Prática Trabalhista

STF e o debate sobre a contribuição assistencial instituída por sindicatos

Autores

  • Ricardo Calcini

    é professor advogado parecerista e consultor trabalhista. Atuação estratégica e especializada nos Tribunais (TRTs TST e STF). Coordenador trabalhista da Editora Mizuno. Membro do Comitê Técnico da Revista Síntese Trabalhista e Previdenciária. Membro e Pesquisador do Grupo de Estudos de Direito Contemporâneo do Trabalho e da Seguridade Social da Universidade de São Paulo (Getrab-USP) do Gedtrab-FDRP/USP e da Cielo Laboral.
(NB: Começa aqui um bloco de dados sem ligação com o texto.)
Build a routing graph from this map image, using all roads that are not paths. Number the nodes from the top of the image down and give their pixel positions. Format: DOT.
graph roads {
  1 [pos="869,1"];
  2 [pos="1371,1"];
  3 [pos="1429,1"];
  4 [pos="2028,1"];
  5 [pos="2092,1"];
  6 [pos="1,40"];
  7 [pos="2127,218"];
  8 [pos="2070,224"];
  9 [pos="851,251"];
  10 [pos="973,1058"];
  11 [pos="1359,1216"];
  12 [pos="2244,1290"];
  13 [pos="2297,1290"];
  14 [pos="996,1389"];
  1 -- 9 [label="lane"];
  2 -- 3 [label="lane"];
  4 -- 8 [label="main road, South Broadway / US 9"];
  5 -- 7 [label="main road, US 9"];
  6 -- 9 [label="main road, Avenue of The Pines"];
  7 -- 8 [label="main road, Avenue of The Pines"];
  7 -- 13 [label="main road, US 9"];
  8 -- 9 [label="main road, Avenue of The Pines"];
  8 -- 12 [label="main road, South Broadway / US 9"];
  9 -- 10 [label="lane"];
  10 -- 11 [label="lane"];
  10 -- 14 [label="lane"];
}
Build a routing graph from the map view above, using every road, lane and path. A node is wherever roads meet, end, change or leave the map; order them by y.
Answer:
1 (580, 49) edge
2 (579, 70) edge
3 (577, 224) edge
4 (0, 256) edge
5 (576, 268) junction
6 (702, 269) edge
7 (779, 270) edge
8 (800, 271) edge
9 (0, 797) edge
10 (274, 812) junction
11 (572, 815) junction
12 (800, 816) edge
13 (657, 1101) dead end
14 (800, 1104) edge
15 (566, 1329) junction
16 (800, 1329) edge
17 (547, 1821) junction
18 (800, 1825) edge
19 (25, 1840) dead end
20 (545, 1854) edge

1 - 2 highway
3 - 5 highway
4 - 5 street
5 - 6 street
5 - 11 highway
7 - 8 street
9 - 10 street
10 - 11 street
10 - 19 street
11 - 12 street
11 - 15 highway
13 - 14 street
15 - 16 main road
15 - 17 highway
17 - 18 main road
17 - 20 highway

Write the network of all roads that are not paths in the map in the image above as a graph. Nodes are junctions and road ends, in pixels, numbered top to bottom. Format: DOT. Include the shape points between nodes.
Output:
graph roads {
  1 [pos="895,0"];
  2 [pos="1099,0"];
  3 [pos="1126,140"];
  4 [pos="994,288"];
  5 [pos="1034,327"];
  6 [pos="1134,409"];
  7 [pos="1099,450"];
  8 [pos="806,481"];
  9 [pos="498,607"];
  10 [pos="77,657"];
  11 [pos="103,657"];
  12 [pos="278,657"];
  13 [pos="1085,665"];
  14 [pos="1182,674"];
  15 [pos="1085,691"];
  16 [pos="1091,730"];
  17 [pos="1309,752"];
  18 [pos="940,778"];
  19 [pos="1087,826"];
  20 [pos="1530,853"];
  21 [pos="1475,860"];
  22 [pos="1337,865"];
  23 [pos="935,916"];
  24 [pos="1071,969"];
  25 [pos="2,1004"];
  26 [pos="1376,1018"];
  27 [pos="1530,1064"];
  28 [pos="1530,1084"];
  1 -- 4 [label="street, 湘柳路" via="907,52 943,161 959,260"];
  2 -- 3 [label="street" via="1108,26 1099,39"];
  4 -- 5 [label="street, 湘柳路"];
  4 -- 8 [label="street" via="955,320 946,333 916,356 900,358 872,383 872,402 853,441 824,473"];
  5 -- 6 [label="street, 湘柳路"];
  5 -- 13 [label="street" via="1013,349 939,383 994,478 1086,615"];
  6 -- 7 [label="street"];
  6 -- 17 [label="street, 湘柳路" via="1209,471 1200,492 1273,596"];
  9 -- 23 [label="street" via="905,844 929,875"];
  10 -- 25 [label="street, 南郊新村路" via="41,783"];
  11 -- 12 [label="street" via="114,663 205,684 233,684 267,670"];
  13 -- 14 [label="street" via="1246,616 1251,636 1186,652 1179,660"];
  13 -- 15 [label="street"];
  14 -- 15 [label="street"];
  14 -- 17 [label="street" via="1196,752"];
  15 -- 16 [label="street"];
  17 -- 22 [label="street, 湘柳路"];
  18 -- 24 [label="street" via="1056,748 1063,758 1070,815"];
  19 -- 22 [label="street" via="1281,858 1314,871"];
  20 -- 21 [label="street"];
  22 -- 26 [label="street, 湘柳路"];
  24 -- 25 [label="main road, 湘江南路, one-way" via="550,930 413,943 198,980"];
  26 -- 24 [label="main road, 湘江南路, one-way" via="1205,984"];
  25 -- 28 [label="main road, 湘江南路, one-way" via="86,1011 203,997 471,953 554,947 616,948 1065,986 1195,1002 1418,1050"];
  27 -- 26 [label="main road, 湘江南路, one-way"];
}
  • Leandro Bocchi de Moraes

    é pós-graduado lato sensu em Direito do Trabalho e Processual do Trabalho pela Escola Paulista de Direito (EPD) pós-graduado lato sensu em Direito Contratual pela Pontifícia Universidade Católica de São Paulo (PUC-SP) pós-graduado em Diretos Humanos e Governança Econômica pela Universidade de Castilla-La Mancha pós-graduando em Direitos Humanos pelo Centro de Direitos Humanos (IGC/Ius Gentium Coninbrigae) da Faculdade de Direito da Universidade de Coimbra membro da Comissão Especial da Advocacia Trabalhista da OAB-SP auditor do Tribunal de Justiça Desportiva da Federação Paulista de Judô e pesquisador do núcleo O Trabalho Além do Direito do Trabalho da Universidade de São Paulo (NTADT/USP).

27 de abril de 2023, 8h00

No último dia 21 de abril de 2023, o ministro Alexandre de Moraes, integrante do Supremo Tribunal Federal (STF), pediu vista [1] num importante caso que irá definir a constitucionalidade ou não da cobrança a empregados não filiados das contribuições assistenciais instituídas por sindicatos, mediante autorização da categoria profissional manifestada em assembleia.

Por certo, o assunto é polêmico, tanto que, em razão das diversas matérias que foram veiculadas na mídia nos últimos dias, foi indicado por você, leitor(a), para o artigo da semana na coluna Prática Trabalhista, da revista Consultor Jurídico (ConJur) [2], razão pela qual agradecemos o contato.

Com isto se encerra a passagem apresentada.